The University of Arizona, that state’s land-grant university, is also losing a leader. After dealing with several years of deep budget cuts, the university’s president, Robert N. Shelton, is stepping down to assume leadership of college football’s Fiesta Bowl.
Protecting Their Mission
This is generally not the kind of uncertainty facing smaller and less-prestigious public institutions, which are dealing with basic questions of whether they will have enough classroom space and faculty to deal with spiking enrollment. Instead, land-grant universities are facing questions about whether they can preserve the core of their public mission: to provide broad and affordable access to education to the residents of their states, and remain focused on the applied sciences and agriculture.
Stagnant or declining state appropriations have forced many of the institutions to raise tuition far above the rates that other public colleges in their states charge. The full price of tuition at Penn State, for example, is more than $14,000 for residents; at the 14 universities in the Pennsylvania State System of Higher Education, by comparison, it is less than $6,000.

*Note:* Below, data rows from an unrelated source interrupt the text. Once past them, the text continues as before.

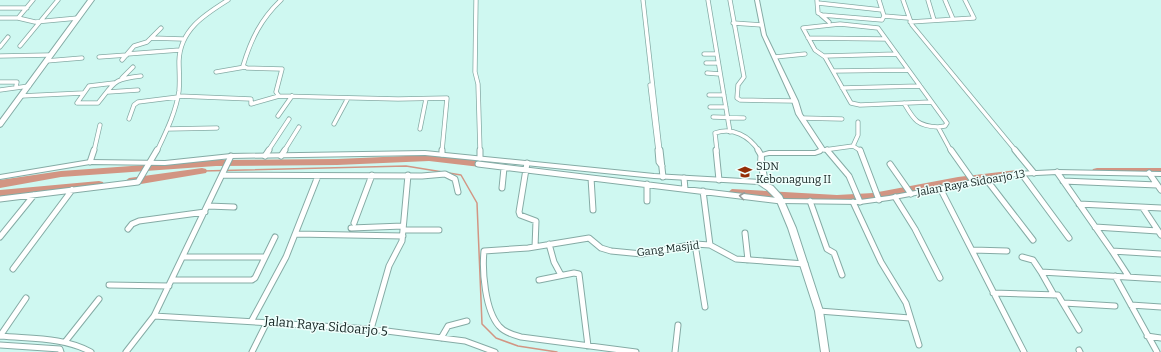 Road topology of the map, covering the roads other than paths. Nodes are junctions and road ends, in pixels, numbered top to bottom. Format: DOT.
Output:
graph roads {
  1 [pos="33,0"];
  2 [pos="58,0"];
  3 [pos="91,0"];
  4 [pos="228,0"];
  5 [pos="281,0"];
  6 [pos="476,0"];
  7 [pos="642,0"];
  8 [pos="708,0"];
  9 [pos="730,0"];
  10 [pos="757,0"];
  11 [pos="879,0"];
  12 [pos="903,0"];
  13 [pos="928,0"];
  14 [pos="945,0"];
  15 [pos="965,0"];
  16 [pos="818,2"];
  17 [pos="0,8"];
  18 [pos="27,8"];
  19 [pos="882,10"];
  20 [pos="819,14"];
  21 [pos="884,16"];
  22 [pos="842,17"];
  23 [pos="0,18"];
  24 [pos="18,18"];
  25 [pos="825,18"];
  26 [pos="77,19"];
  27 [pos="953,19"];
  28 [pos="909,20"];
  29 [pos="934,20"];
  30 [pos="40,22"];
  31 [pos="829,22"];
  32 [pos="734,23"];
  33 [pos="762,25"];
  34 [pos="160,28"];
  35 [pos="8,37"];
  36 [pos="151,38"];
  37 [pos="808,38"];
  38 [pos="183,39"];
  39 [pos="886,39"];
  40 [pos="2,43"];
  41 [pos="20,46"];
  42 [pos="0,47"];
  43 [pos="180,50"];
  44 [pos="818,52"];
  45 [pos="127,54"];
  46 [pos="704,54"];
  47 [pos="716,54"];
  48 [pos="805,54"];
  49 [pos="847,54"];
  50 [pos="897,54"];
  51 [pos="50,55"];
  52 [pos="0,56"];
  53 [pos="824,56"];
  54 [pos="99,57"];
  55 [pos="775,57"];
  56 [pos="82,58"];
  57 [pos="122,60"];
  58 [pos="46,61"];
  59 [pos="706,63"];
  60 [pos="718,63"];
  61 [pos="133,67"];
  62 [pos="245,68"];
  63 [pos="908,70"];
  64 [pos="834,71"];
  65 [pos="216,72"];
  66 [pos="707,73"];
  67 [pos="720,74"];
  68 [pos="141,76"];
  69 [pos="122,78"];
  70 [pos="0,82"];
  71 [pos="114,83"];
  72 [pos="16,86"];
  73 [pos="28,86"];
  74 [pos="920,86"];
  75 [pos="842,88"];
  76 [pos="0,90"];
  77 [pos="138,90"];
  78 [pos="108,92"];
  79 [pos="83,93"];
  80 [pos="709,95"];
  81 [pos="724,95"];
  82 [pos="22,96"];
  83 [pos="279,96"];
  84 [pos="292,96"];
  85 [pos="178,97"];
  86 [pos="348,98"];
  87 [pos="426,99"];
  88 [pos="795,101"];
  89 [pos="932,102"];
  90 [pos="904,103"];
  91 [pos="710,107"];
  92 [pos="726,107"];
  93 [pos="278,116"];
  94 [pos="713,117"];
  95 [pos="728,117"];
  96 [pos="744,118"];
  97 [pos="801,118"];
  98 [pos="129,119"];
  99 [pos="289,119"];
  100 [pos="842,119"];
  101 [pos="858,122"];
  102 [pos="334,124"];
  103 [pos="0,125"];
  104 [pos="100,125"];
  105 [pos="299,127"];
  106 [pos="938,127"];
  107 [pos="217,128"];
  108 [pos="167,129"];
  109 [pos="420,129"];
  110 [pos="730,132"];
  111 [pos="853,146"];
  112 [pos="824,150"];
  113 [pos="442,154"];
  114 [pos="762,155"];
  115 [pos="265,156"];
  116 [pos="281,156"];
  117 [pos="231,157"];
  118 [pos="479,161"];
  119 [pos="90,162"];
  120 [pos="890,164"];
  121 [pos="150,165"];
  122 [pos="526,167"];
  123 [pos="504,168"];
  124 [pos="1033,172"];
  125 [pos="1057,172"];
  126 [pos="580,173"];
  127 [pos="1021,173"];
  128 [pos="1149,173"];
  129 [pos="224,174"];
  130 [pos="1161,174"];
  131 [pos="372,175"];
  132 [pos="408,175"];
  133 [pos="318,176"];
  134 [pos="0,177"];
  135 [pos="663,177"];
  136 [pos="591,178"];
  137 [pos="971,179"];
  138 [pos="986,179"];
  139 [pos="684,180"];
  140 [pos="719,180"];
  141 [pos="1063,181"];
  142 [pos="764,183"];
  143 [pos="647,184"];
  144 [pos="1157,185"];
  145 [pos="502,188"];
  146 [pos="685,188"];
  147 [pos="940,188"];
  148 [pos="72,190"];
  149 [pos="1161,190"];
  150 [pos="703,191"];
  151 [pos="458,192"];
  152 [pos="909,192"];
  153 [pos="34,195"];
  154 [pos="895,197"];
  155 [pos="779,198"];
  156 [pos="878,198"];
  157 [pos="0,199"];
  158 [pos="860,199"];
  159 [pos="647,201"];
  160 [pos="810,202"];
  161 [pos="853,202"];
  162 [pos="1079,204"];
  163 [pos="234,207"];
  164 [pos="1143,208"];
  165 [pos="1161,208"];
  166 [pos="206,209"];
  167 [pos="593,210"];
  168 [pos="354,223"];
  169 [pos="1095,227"];
  170 [pos="351,228"];
  171 [pos="128,229"];
  172 [pos="439,230"];
  173 [pos="403,231"];
  174 [pos="745,233"];
  175 [pos="1160,233"];
  176 [pos="296,234"];
  177 [pos="0,237"];
  178 [pos="275,237"];
  179 [pos="1069,238"];
  180 [pos="1033,240"];
  181 [pos="549,244"];
  182 [pos="696,244"];
  183 [pos="710,245"];
  184 [pos="535,247"];
  185 [pos="973,250"];
  186 [pos="1007,251"];
  187 [pos="1112,251"];
  188 [pos="1161,254"];
  189 [pos="184,257"];
  190 [pos="265,257"];
  191 [pos="1022,257"];
  192 [pos="748,260"];
  193 [pos="805,264"];
  194 [pos="13,269"];
  195 [pos="1041,272"];
  196 [pos="561,275"];
  197 [pos="842,275"];
  198 [pos="1115,276"];
  199 [pos="1129,277"];
  200 [pos="940,278"];
  201 [pos="1161,279"];
  202 [pos="172,280"];
  203 [pos="539,280"];
  204 [pos="109,285"];
  205 [pos="169,286"];
  206 [pos="993,293"];
  207 [pos="1054,295"];
  208 [pos="26,298"];
  209 [pos="99,299"];
  210 [pos="1064,303"];
  211 [pos="1131,305"];
  212 [pos="1115,306"];
  213 [pos="705,307"];
  214 [pos="1161,307"];
  215 [pos="819,311"];
  216 [pos="154,316"];
  217 [pos="910,318"];
  218 [pos="252,320"];
  219 [pos="467,321"];
  220 [pos="267,322"];
  221 [pos="678,325"];
  222 [pos="371,329"];
  223 [pos="1079,330"];
  224 [pos="2,336"];
  225 [pos="1147,336"];
  226 [pos="441,338"];
  227 [pos="1161,338"];
  228 [pos="65,342"];
  229 [pos="0,345"];
  230 [pos="919,345"];
  231 [pos="588,346"];
  232 [pos="61,352"];
  233 [pos="91,352"];
  234 [pos="126,352"];
  235 [pos="252,352"];
  236 [pos="495,352"];
  237 [pos="636,352"];
  238 [pos="675,352"];
  239 [pos="825,352"];
  240 [pos="1024,352"];
  241 [pos="1157,352"];
  1 -- 18 [label="street"];
  2 -- 30 [label="street"];
  3 -- 26 [label="main road"];
  4 -- 38 [label="street"];
  5 -- 62 [label="street"];
  6 -- 118 [label="street"];
  7 -- 135 [label="street"];
  8 -- 47 [label="street"];
  9 -- 32 [label="street"];
  10 -- 33 [label="street"];
  11 -- 19 [label="street"];
  12 -- 28 [label="street"];
  13 -- 29 [label="street"];
  14 -- 27 [label="street"];
  15 -- 27 [label="street"];
  16 -- 19 [label="street"];
  16 -- 20 [label="street"];
  17 -- 18 [label="street"];
  18 -- 24 [label="street"];
  19 -- 21 [label="street"];
  20 -- 22 [label="street"];
  20 -- 25 [label="street"];
  21 -- 22 [label="street"];
  21 -- 28 [label="street"];
  22 -- 25 [label="street"];
  23 -- 24 [label="street"];
  24 -- 30 [label="street"];
  25 -- 31 [label="street"];
  26 -- 30 [label="street"];
  26 -- 51 [label="main road"];
  27 -- 29 [label="street"];
  28 -- 29 [label="street"];
  28 -- 124 [label="street"];
  30 -- 41 [label="street"];
  32 -- 33 [label="street"];
  32 -- 88 [label="street"];
  33 -- 55 [label="street"];
  34 -- 36 [label="street"];
  35 -- 40 [label="street"];
  36 -- 38 [label="street"];
  36 -- 45 [label="street"];
  37 -- 39 [label="street"];
  37 -- 39 [label="street"];
  37 -- 44 [label="street"];
  38 -- 43 [label="street"];
  39 -- 50 [label="street"];
  40 -- 42 [label="street"];
  43 -- 45 [label="street"];
  43 -- 85 [label="street"];
  44 -- 49 [label="street"];
  44 -- 53 [label="street"];
  45 -- 54 [label="street"];
  45 -- 57 [label="street"];
  46 -- 47 [label="street"];
  47 -- 60 [label="street"];
  48 -- 55 [label="street"];
  49 -- 50 [label="street"];
  49 -- 53 [label="street"];
  50 -- 63 [label="street"];
  51 -- 52 [label="street"];
  51 -- 58 [label="main road"];
  53 -- 64 [label="street"];
  55 -- 88 [label="street"];
  56 -- 58 [label="street"];
  58 -- 73 [label="main road"];
  59 -- 60 [label="street"];
  60 -- 67 [label="street"];
  61 -- 69 [label="street"];
  62 -- 65 [label="street"];
  62 -- 83 [label="street"];
  63 -- 64 [label="street"];
  63 -- 74 [label="street"];
  64 -- 75 [label="street"];
  66 -- 67 [label="street"];
  67 -- 81 [label="street"];
  68 -- 69 [label="street"];
  69 -- 71 [label="street"];
  70 -- 72 [label="street"];
  71 -- 78 [label="street"];
  71 -- 79 [label="street"];
  72 -- 73 [label="street"];
  72 -- 76 [label="street"];
  73 -- 82 [label="main road"];
  74 -- 75 [label="street"];
  74 -- 89 [label="street"];
  75 -- 90 [label="street"];
  77 -- 78 [label="street"];
  78 -- 79 [label="street"];
  79 -- 82 [label="street"];
  80 -- 81 [label="street"];
  81 -- 92 [label="street"];
  82 -- 103 [label="main road"];
  83 -- 84 [label="street"];
  83 -- 85 [label="street"];
  84 -- 86 [label="street"];
  84 -- 93 [label="street"];
  85 -- 98 [label="street"];
  85 -- 108 [label="street"];
  86 -- 87 [label="street"];
  86 -- 102 [label="street"];
  87 -- 109 [label="street"];
  87 -- 113 [label="street"];
  88 -- 97 [label="street"];
  89 -- 90 [label="street"];
  89 -- 106 [label="street"];
  90 -- 106 [label="street"];
  91 -- 92 [label="street"];
  92 -- 95 [label="street"];
  94 -- 95 [label="street"];
  95 -- 96 [label="street"];
  95 -- 110 [label="street"];
  97 -- 100 [label="street"];
  97 -- 112 [label="street"];
  99 -- 115 [label="street"];
  101 -- 111 [label="street"];
  104 -- 119 [label="street"];
  105 -- 116 [label="street"];
  106 -- 137 [label="street"];
  107 -- 108 [label="street"];
  108 -- 121 [label="street"];
  110 -- 114 [label="street"];
  110 -- 140 [label="street"];
  111 -- 112 [label="street"];
  111 -- 156 [label="street"];
  112 -- 114 [label="street"];
  112 -- 158 [label="street"];
  113 -- 116 [label="main road"];
  113 -- 118 [label="main road"];
  114 -- 142 [label="street"];
  115 -- 116 [label="main road"];
  115 -- 117 [label="main road"];
  117 -- 121 [label="main road"];
  117 -- 129 [label="street"];
  118 -- 122 [label="main road"];
  118 -- 123 [label="street"];
  119 -- 121 [label="main road"];
  119 -- 134 [label="main road"];
  120 -- 152 [label="street"];
  121 -- 148 [label="street"];
  122 -- 123 [label="street"];
  122 -- 126 [label="main road"];
  122 -- 184 [label="street"];
  123 -- 145 [label="street"];
  124 -- 125 [label="street, Jalan Raya Sidoarjo 13"];
  124 -- 127 [label="street, Jalan Raya Sidoarjo 13"];
  125 -- 128 [label="street, Jalan Raya Sidoarjo 13"];
  125 -- 141 [label="street"];
  126 -- 135 [label="main road"];
  126 -- 136 [label="street"];
  127 -- 138 [label="street, Jalan Raya Sidoarjo 13"];
  127 -- 179 [label="street"];
  128 -- 130 [label="street, Jalan Raya Sidoarjo 13"];
  128 -- 144 [label="street"];
  129 -- 133 [label="street"];
  129 -- 166 [label="street"];
  131 -- 132 [label="street"];
  131 -- 133 [label="street"];
  131 -- 168 [label="street"];
  132 -- 151 [label="street"];
  132 -- 173 [label="street"];
  133 -- 176 [label="street"];
  135 -- 139 [label="main road"];
  136 -- 143 [label="street"];
  136 -- 167 [label="street"];
  137 -- 138 [label="street, Jalan Raya Sidoarjo 13"];
  137 -- 147 [label="street, Jalan Raya Sidoarjo 13"];
  138 -- 180 [label="street"];
  139 -- 140 [label="main road"];
  139 -- 146 [label="street"];
  140 -- 142 [label="main road"];
  141 -- 144 [label="street"];
  141 -- 162 [label="street"];
  142 -- 155 [label="main road"];
  143 -- 146 [label="street"];
  143 -- 159 [label="street"];
  144 -- 149 [label="street"];
  146 -- 150 [label="street"];
  147 -- 152 [label="street, Jalan Raya Sidoarjo 13"];
  147 -- 185 [label="street"];
  148 -- 153 [label="street"];
  148 -- 194 [label="street"];
  155 -- 150 [label="street, one-way"];
  150 -- 183 [label="street"];
  152 -- 154 [label="street, Jalan Raya Sidoarjo 13"];
  153 -- 157 [label="street"];
  153 -- 177 [label="street"];
  154 -- 156 [label="street, Jalan Raya Sidoarjo 13"];
  154 -- 200 [label="street"];
  155 -- 160 [label="street, Jalan Raya Sidoarjo 13"];
  155 -- 193 [label="main road"];
  156 -- 158 [label="street, Jalan Raya Sidoarjo 13"];
  158 -- 161 [label="street, Jalan Raya Sidoarjo 13"];
  160 -- 161 [label="street, Jalan Raya Sidoarjo 13"];
  160 -- 197 [label="street"];
  161 -- 217 [label="street"];
  162 -- 164 [label="street"];
  162 -- 169 [label="street"];
  163 -- 166 [label="street"];
  164 -- 165 [label="street"];
  164 -- 175 [label="street"];
  166 -- 171 [label="street"];
  166 -- 189 [label="street"];
  169 -- 175 [label="street"];
  169 -- 187 [label="street"];
  170 -- 173 [label="street"];
  172 -- 173 [label="street"];
  173 -- 176 [label="street"];
  173 -- 222 [label="street"];
  174 -- 192 [label="street"];
  176 -- 218 [label="street"];
  178 -- 190 [label="street"];
  181 -- 182 [label="street, Gang Masjid"];
  181 -- 184 [label="street, Gang Masjid"];
  181 -- 196 [label="street"];
  182 -- 183 [label="street, Gang Masjid"];
  182 -- 213 [label="street"];
  183 -- 192 [label="street, Gang Masjid"];
  184 -- 231 [label="street, Gang Masjid"];
  185 -- 186 [label="street"];
  185 -- 206 [label="street"];
  187 -- 188 [label="street"];
  187 -- 199 [label="street"];
  189 -- 190 [label="street"];
  189 -- 202 [label="street"];
  190 -- 202 [label="street"];
  191 -- 195 [label="street"];
  192 -- 193 [label="street, Gang Masjid"];
  193 -- 215 [label="main road"];
  195 -- 198 [label="street"];
  195 -- 207 [label="street"];
  196 -- 203 [label="street"];
  196 -- 231 [label="street"];
  198 -- 199 [label="street"];
  198 -- 211 [label="street"];
  199 -- 201 [label="street"];
  202 -- 205 [label="street"];
  204 -- 205 [label="street"];
  205 -- 216 [label="street"];
  206 -- 207 [label="street"];
  206 -- 240 [label="street"];
  207 -- 210 [label="street"];
  208 -- 224 [label="street"];
  209 -- 228 [label="street"];
  210 -- 212 [label="street"];
  210 -- 223 [label="street"];
  211 -- 214 [label="street"];
  211 -- 225 [label="street"];
  215 -- 217 [label="street"];
  215 -- 239 [label="main road"];
  216 -- 218 [label="street, Jalan Raya Sidoarjo 5"];
  216 -- 234 [label="street"];
  217 -- 230 [label="street"];
  218 -- 220 [label="street, Jalan Raya Sidoarjo 5"];
  219 -- 226 [label="street"];
  220 -- 222 [label="street, Jalan Raya Sidoarjo 5"];
  220 -- 235 [label="street"];
  221 -- 238 [label="street"];
  222 -- 226 [label="street, Jalan Raya Sidoarjo 5"];
  224 -- 228 [label="street"];
  224 -- 229 [label="street"];
  225 -- 227 [label="street"];
  225 -- 241 [label="street"];
  226 -- 236 [label="street, Jalan Raya Sidoarjo 5"];
  228 -- 233 [label="street"];
  229 -- 232 [label="street"];
  231 -- 237 [label="street"];
}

Shrinking amounts of state money have also made land-grant universities more dependent on corporate and federal grants, as well as a variety of auxiliary ventures and outside businesses, including catalog and Internet sales, mailing-list rentals, travel tours, credit-card promotions, hotel and conference-center operations—even electric-power generation. The scope of those activities have raised questions about whether land-grant and other research universities are abandoning their focus on undergraduate education.
“Basically the state doesn’t support very much anymore, so universities have to go out and find partners to build their programs,” Mr. Geiger said.
While that statement is true of public higher education in general, the trend is specifically counter to the historical purpose of land-grant institutions, which were meant to provide an education in practical arts to students from across all economic classes. The mission of land-grant universities has already been “diluted” at many of the institutions, Mr. Geiger said, by an expansion of academic majors outside of applied sciences.
Perhaps the most endangered mission of the land grants is the extension service that used to support farmers and rural communities by disseminating practical information on best practices. While some states have begun reshaping the purpose and activities at those offices, many more have pared programs that rely on a triad of state, federal, and local tax dollars.
Even research in agriculture is being discounted in some scholarly circles. The University of Nebraska at Lincoln was voted out of the Association of American Universities earlier this year, in part because a large share of its federal research money is for agriculture. In its membership criteria, the AAU does not give such research the same weight as research in medicine, engineering, and hard sciences, because much of the federal support for agricultural work is awarded through formulas and earmarks rather than peer-reviewed grants. As a result, presidents of land-grant institutions say that the AAU metrics are stacked against them.
This week’s conference is intentionally including perspectives on agricultural aspects of the land-grant mission, Mr. Geiger said, because “quite often they are left out.”